(Collected data entries)
__________________________________________________
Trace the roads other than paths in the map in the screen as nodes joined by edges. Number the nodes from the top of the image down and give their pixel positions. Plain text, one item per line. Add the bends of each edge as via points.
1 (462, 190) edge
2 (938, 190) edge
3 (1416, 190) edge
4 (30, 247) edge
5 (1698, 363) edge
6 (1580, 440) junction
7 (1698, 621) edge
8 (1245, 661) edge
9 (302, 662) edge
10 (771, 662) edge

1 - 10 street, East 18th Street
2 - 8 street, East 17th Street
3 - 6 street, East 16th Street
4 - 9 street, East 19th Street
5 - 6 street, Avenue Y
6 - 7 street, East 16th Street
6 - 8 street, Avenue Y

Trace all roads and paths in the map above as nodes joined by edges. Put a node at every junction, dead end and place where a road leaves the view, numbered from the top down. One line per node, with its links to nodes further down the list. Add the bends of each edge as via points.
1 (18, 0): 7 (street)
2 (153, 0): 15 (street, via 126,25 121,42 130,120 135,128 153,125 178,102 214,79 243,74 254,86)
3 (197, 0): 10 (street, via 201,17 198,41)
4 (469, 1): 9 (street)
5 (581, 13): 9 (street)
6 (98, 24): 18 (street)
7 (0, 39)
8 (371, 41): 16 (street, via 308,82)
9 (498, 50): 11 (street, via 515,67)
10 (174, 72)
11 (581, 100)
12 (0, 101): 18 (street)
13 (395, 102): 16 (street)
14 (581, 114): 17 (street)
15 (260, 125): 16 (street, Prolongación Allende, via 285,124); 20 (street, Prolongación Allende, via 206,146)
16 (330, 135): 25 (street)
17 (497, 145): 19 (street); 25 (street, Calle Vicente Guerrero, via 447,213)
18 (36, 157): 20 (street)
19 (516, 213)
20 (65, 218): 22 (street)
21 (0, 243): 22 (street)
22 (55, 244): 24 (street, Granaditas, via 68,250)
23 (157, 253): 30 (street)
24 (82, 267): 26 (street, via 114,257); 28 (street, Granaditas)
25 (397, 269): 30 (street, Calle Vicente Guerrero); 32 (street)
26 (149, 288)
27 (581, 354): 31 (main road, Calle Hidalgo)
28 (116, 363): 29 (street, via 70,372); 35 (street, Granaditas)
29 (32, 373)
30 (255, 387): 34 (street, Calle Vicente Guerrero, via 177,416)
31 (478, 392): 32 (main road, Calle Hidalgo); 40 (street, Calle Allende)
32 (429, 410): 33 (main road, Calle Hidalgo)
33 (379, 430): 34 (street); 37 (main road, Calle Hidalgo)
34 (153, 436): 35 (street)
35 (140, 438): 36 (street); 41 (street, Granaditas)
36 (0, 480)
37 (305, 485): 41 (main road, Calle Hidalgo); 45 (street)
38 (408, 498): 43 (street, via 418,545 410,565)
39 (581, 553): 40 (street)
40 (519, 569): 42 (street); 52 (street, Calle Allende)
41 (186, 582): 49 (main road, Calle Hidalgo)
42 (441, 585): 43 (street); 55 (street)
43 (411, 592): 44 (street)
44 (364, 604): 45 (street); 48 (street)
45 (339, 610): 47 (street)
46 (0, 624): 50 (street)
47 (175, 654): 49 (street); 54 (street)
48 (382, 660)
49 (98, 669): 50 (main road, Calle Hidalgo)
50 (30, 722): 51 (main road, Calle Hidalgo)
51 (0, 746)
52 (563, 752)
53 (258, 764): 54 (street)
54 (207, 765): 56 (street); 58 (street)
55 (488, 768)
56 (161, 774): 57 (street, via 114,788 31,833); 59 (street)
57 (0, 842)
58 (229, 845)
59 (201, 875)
__________________________________________________
[HOW TO COMPLETE THIS TASK]: The full data, transcribed without change, is the expected answer.

[OUTPUT FOR THIS EXERCISE]:
Trace the roads other than paths in the map in the screen as nodes joined by edges. Number the nodes from the top of the image down and give their pixel positions. Plain text, one item per line. Add the bends of each edge as via points.
1 (462, 190) edge
2 (938, 190) edge
3 (1416, 190) edge
4 (30, 247) edge
5 (1698, 363) edge
6 (1580, 440) junction
7 (1698, 621) edge
8 (1245, 661) edge
9 (302, 662) edge
10 (771, 662) edge

1 - 10 street, East 18th Street
2 - 8 street, East 17th Street
3 - 6 street, East 16th Street
4 - 9 street, East 19th Street
5 - 6 street, Avenue Y
6 - 7 street, East 16th Street
6 - 8 street, Avenue Y

Trace all roads and paths in the map above as nodes joined by edges. Put a node at every junction, dead end and place where a road leaves the view, numbered from the top down. One line per node, with its links to nodes further down the list. Add the bends of each edge as via points.
1 (18, 0): 7 (street)
2 (153, 0): 15 (street, via 126,25 121,42 130,120 135,128 153,125 178,102 214,79 243,74 254,86)
3 (197, 0): 10 (street, via 201,17 198,41)
4 (469, 1): 9 (street)
5 (581, 13): 9 (street)
6 (98, 24): 18 (street)
7 (0, 39)
8 (371, 41): 16 (street, via 308,82)
9 (498, 50): 11 (street, via 515,67)
10 (174, 72)
11 (581, 100)
12 (0, 101): 18 (street)
13 (395, 102): 16 (street)
14 (581, 114): 17 (street)
15 (260, 125): 16 (street, Prolongación Allende, via 285,124); 20 (street, Prolongación Allende, via 206,146)
16 (330, 135): 25 (street)
17 (497, 145): 19 (street); 25 (street, Calle Vicente Guerrero, via 447,213)
18 (36, 157): 20 (street)
19 (516, 213)
20 (65, 218): 22 (street)
21 (0, 243): 22 (street)
22 (55, 244): 24 (street, Granaditas, via 68,250)
23 (157, 253): 30 (street)
24 (82, 267): 26 (street, via 114,257); 28 (street, Granaditas)
25 (397, 269): 30 (street, Calle Vicente Guerrero); 32 (street)
26 (149, 288)
27 (581, 354): 31 (main road, Calle Hidalgo)
28 (116, 363): 29 (street, via 70,372); 35 (street, Granaditas)
29 (32, 373)
30 (255, 387): 34 (street, Calle Vicente Guerrero, via 177,416)
31 (478, 392): 32 (main road, Calle Hidalgo); 40 (street, Calle Allende)
32 (429, 410): 33 (main road, Calle Hidalgo)
33 (379, 430): 34 (street); 37 (main road, Calle Hidalgo)
34 (153, 436): 35 (street)
35 (140, 438): 36 (street); 41 (street, Granaditas)
36 (0, 480)
37 (305, 485): 41 (main road, Calle Hidalgo); 45 (street)
38 (408, 498): 43 (street, via 418,545 410,565)
39 (581, 553): 40 (street)
40 (519, 569): 42 (street); 52 (street, Calle Allende)
41 (186, 582): 49 (main road, Calle Hidalgo)
42 (441, 585): 43 (street); 55 (street)
43 (411, 592): 44 (street)
44 (364, 604): 45 (street); 48 (street)
45 (339, 610): 47 (street)
46 (0, 624): 50 (street)
47 (175, 654): 49 (street); 54 (street)
48 (382, 660)
49 (98, 669): 50 (main road, Calle Hidalgo)
50 (30, 722): 51 (main road, Calle Hidalgo)
51 (0, 746)
52 (563, 752)
53 (258, 764): 54 (street)
54 (207, 765): 56 (street); 58 (street)
55 (488, 768)
56 (161, 774): 57 (street, via 114,788 31,833); 59 (street)
57 (0, 842)
58 (229, 845)
59 (201, 875)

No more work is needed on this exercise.